10:40 Semantic interoperability for data and metadata
This session will address some of the critical challenges to achieving semantic interoperability by showcasing a selection of solutions for encoding research information as data, metadata and semantic artefacts to realise the promise of the FAIR Principles—that is, machine-actionable, Findable, Accessible, Interoperable, and Reusable data and services.

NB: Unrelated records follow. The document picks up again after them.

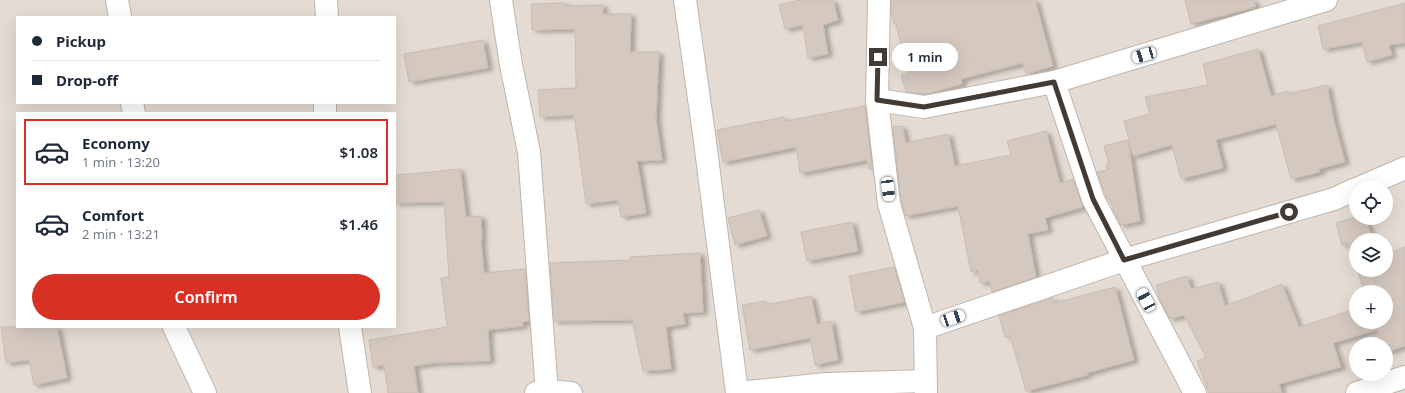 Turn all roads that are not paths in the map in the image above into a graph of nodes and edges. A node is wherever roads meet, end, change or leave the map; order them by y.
1 (117, 0) edge
2 (326, 0) edge
3 (501, 0) edge
4 (685, 0) edge
5 (880, 0) edge
6 (1326, 0) edge
7 (120, 16) edge
8 (327, 16) edge
9 (1054, 82) junction
10 (877, 100) junction
11 (1405, 168) edge
12 (1375, 181) edge
13 (1349, 192) edge
14 (1124, 260) junction
15 (174, 328) edge
16 (350, 328) edge
17 (925, 328) junction
18 (1405, 377) edge
19 (926, 387) edge
20 (543, 392) edge
21 (205, 393) edge
22 (360, 393) edge
23 (571, 393) edge
24 (737, 393) edge
25 (1195, 393) edge
26 (1357, 393) edge

1 - 7 street
2 - 8 street
3 - 20 street
4 - 24 street
5 - 10 street
6 - 9 street
9 - 10 street
9 - 14 street
10 - 17 street
11 - 12 street
13 - 14 street
14 - 17 street
14 - 25 street
15 - 21 street
16 - 22 street
17 - 19 street
18 - 26 street
19 - 24 street
20 - 23 street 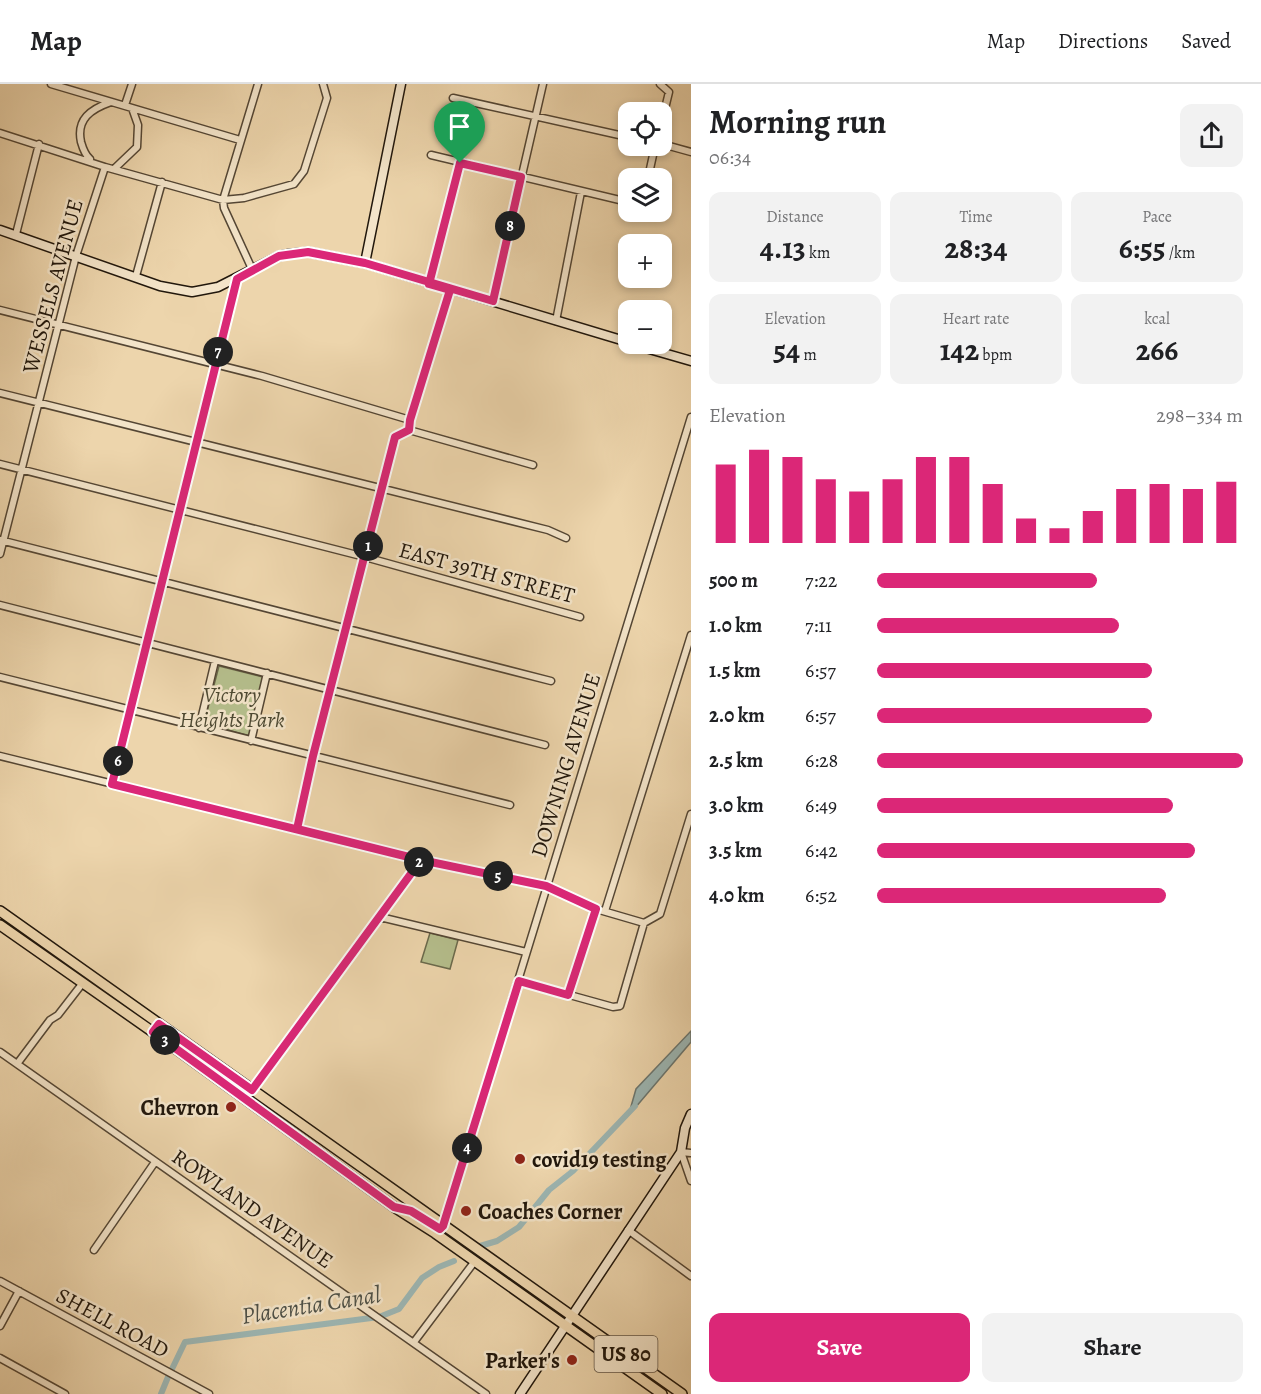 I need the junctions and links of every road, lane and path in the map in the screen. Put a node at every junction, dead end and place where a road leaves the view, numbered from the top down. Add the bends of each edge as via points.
1 (51, 84) edge
2 (132, 84) edge
3 (258, 84) edge
4 (323, 84) edge
5 (401, 84) edge
6 (543, 84) edge
7 (660, 84) edge
8 (453, 98) dead end
9 (112, 101) junction
10 (667, 102) edge
11 (129, 106) junction
12 (536, 117) junction
13 (0, 133) edge
14 (618, 135) edge
15 (240, 140) junction
16 (39, 144) junction
17 (672, 147) edge
18 (691, 152) edge
19 (431, 155) dead end
20 (94, 162) junction
21 (460, 163) junction
22 (105, 167) junction
23 (114, 169) junction
24 (521, 177) junction
25 (162, 182) junction
26 (581, 192) junction
27 (223, 200) junction
28 (618, 200) edge
29 (1, 230) edge
30 (16, 234) junction
31 (76, 256) junction
32 (365, 263) junction
33 (252, 269) junction
34 (135, 276) junction
35 (237, 279) junction
36 (429, 284) junction
37 (450, 290) junction
38 (493, 301) junction
39 (0, 310) edge
40 (556, 321) junction
41 (59, 324) junction
42 (618, 339) edge
43 (667, 354) edge
44 (691, 361) edge
45 (215, 364) junction
46 (0, 393) edge
47 (39, 403) junction
48 (691, 417) edge
49 (410, 420) junction
50 (409, 430) junction
51 (196, 443) junction
52 (0, 464) edge
53 (533, 465) dead end
54 (21, 469) junction
55 (381, 490) junction
56 (181, 511) junction
57 (566, 538) dead end
58 (2, 541) edge
59 (0, 554) edge
60 (365, 557) junction
61 (160, 581) junction
62 (0, 605) edge
63 (580, 616) dead end
64 (346, 629) junction
65 (691, 635) edge
66 (146, 642) junction
67 (215, 661) junction
68 (267, 673) junction
69 (0, 677) edge
70 (551, 681) dead end
71 (330, 689) junction
72 (129, 712) junction
73 (199, 728) junction
74 (251, 741) junction
75 (545, 745) dead end
76 (0, 756) edge
77 (313, 756) junction
78 (112, 784) junction
79 (510, 805) dead end
80 (691, 814) edge
81 (297, 829) junction
82 (421, 860) junction
83 (546, 886) junction
84 (596, 909) junction
85 (0, 911) edge
86 (605, 911) junction
87 (380, 917) junction
88 (644, 923) junction
89 (0, 925) edge
90 (526, 952) junction
91 (519, 981) junction
92 (82, 984) junction
93 (568, 995) junction
94 (156, 1028) junction
95 (0, 1052) edge
96 (17, 1064) junction
97 (252, 1090) junction
98 (691, 1114) edge
99 (300, 1124) junction
100 (292, 1133) junction
101 (681, 1152) junction
102 (691, 1153) edge
103 (156, 1162) junction
104 (691, 1182) edge
105 (399, 1210) junction
106 (443, 1226) junction
107 (628, 1230) junction
108 (94, 1250) dead end
109 (475, 1261) junction
110 (691, 1276) edge
111 (0, 1281) edge
112 (19, 1291) junction
113 (571, 1315) junction
114 (564, 1325) junction
115 (0, 1326) edge
116 (414, 1342) junction
117 (0, 1358) edge
118 (65, 1394) edge
119 (209, 1394) edge
120 (486, 1394) edge
121 (519, 1394) edge
122 (662, 1394) edge
123 (682, 1394) edge

1 - 9 street
2 - 11 street
3 - 15 street
4 - 27 street via 327,98 304,171 294,184 261,195
5 - 32 street
6 - 12 street
7 - 10 street via 669,92
8 - 12 street
9 - 11 street
9 - 20 street via 89,113 79,130 87,156
11 - 15 street
11 - 23 street via 138,125 137,147
12 - 14 street
12 - 24 street
13 - 16 street
15 - 27 street
16 - 20 street
16 - 30 street
17 - 18 street
19 - 21 street
20 - 22 street
21 - 24 street
21 - 36 street
22 - 23 street
22 - 31 street, WESSELS AVENUE
23 - 25 street
24 - 26 street
24 - 38 street
25 - 27 street
25 - 34 street
26 - 28 street
26 - 40 street
27 - 33 street
29 - 30 street
30 - 31 street
31 - 34 street
31 - 41 street, WESSELS AVENUE
32 - 33 street via 308,252 279,256
32 - 36 street
33 - 35 street
34 - 35 street via 192,292
35 - 45 street
36 - 37 street
37 - 38 street
37 - 49 street
38 - 40 street
39 - 41 street
40 - 42 street
41 - 45 street
41 - 47 street, WESSELS AVENUE
43 - 44 street
45 - 49 street
45 - 51 street
46 - 47 street
47 - 51 street
47 - 54 street, WESSELS AVENUE
48 - 83 street, DOWNING AVENUE
49 - 50 street
50 - 53 street
50 - 55 street via 395,437
51 - 55 street
51 - 56 street
52 - 54 street, EAST 39TH STREET
54 - 56 street, EAST 39TH STREET
54 - 58 street, WESSELS AVENUE
55 - 57 street via 548,530
55 - 60 street
56 - 60 street, EAST 39TH STREET
56 - 61 street
58 - 59 street, WESSELS AVENUE
58 - 61 street
60 - 63 street, EAST 39TH STREET
60 - 64 street
61 - 64 street
61 - 66 street
62 - 66 street
64 - 70 street
64 - 71 street
65 - 86 street
66 - 67 street
66 - 72 street
67 - 68 street
67 - 73 street
68 - 71 street
68 - 74 street
69 - 72 street
71 - 75 street
71 - 77 street
72 - 73 street
72 - 78 street
73 - 74 street
74 - 77 street
76 - 78 street
77 - 79 street
77 - 81 street
78 - 81 street
80 - 88 street via 660,914
81 - 82 street
82 - 83 street
82 - 87 street
83 - 84 street
83 - 90 street, DOWNING AVENUE
84 - 86 street
84 - 93 street
85 - 94 main road, US 80
86 - 88 street
87 - 90 street
87 - 97 street
88 - 93 street via 620,1006
89 - 92 main road, US 80
90 - 91 street, DOWNING AVENUE
91 - 93 street
91 - 106 street, DOWNING AVENUE
92 - 94 main road, US 80
92 - 96 street
94 - 97 main road, US 80
94 - 100 main road, US 80
95 - 96 street, ROWLAND AVENUE
96 - 103 street, ROWLAND AVENUE
97 - 99 main road, US 80
98 - 101 street
99 - 100 main road
99 - 106 main road, US 80
100 - 105 main road, US 80
101 - 102 street
101 - 104 street
101 - 107 street
103 - 108 street
103 - 116 street, ROWLAND AVENUE
105 - 106 main road via 411,1211 436,1228
105 - 109 main road, US 80
106 - 113 main road, US 80
107 - 110 street
107 - 113 street
109 - 114 main road, US 80
109 - 116 street
111 - 112 street, SHELL ROAD
112 - 115 street
112 - 119 street, SHELL ROAD
113 - 114 street
113 - 123 main road, US 80
114 - 121 street
114 - 122 main road, US 80
116 - 120 street, ROWLAND AVENUE
117 - 118 street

The session gathers speakers from different communities to jointly illustrate the state-of-the-art for semantic interoperability in EOSC initiatives and the wider research community.
Opportunities to promote and converge on best practices
The session aims to describe some of the most promising solutions to technical and non-technical aspects with regards to work on semantic interoperability while highlighting challenges and opportunities for future collaborations. It also aims to illustrate the semantic interoperability aspects of FAIR digital object metadata. The target audience is research stakeholders who are involved in cultivating or operationalising standards, tools, processes and people to enable interoperability within and between research data infrastructures. And participants will be encouraged to share information about relevant initiatives, emerging resources and invitations to join upcoming activities.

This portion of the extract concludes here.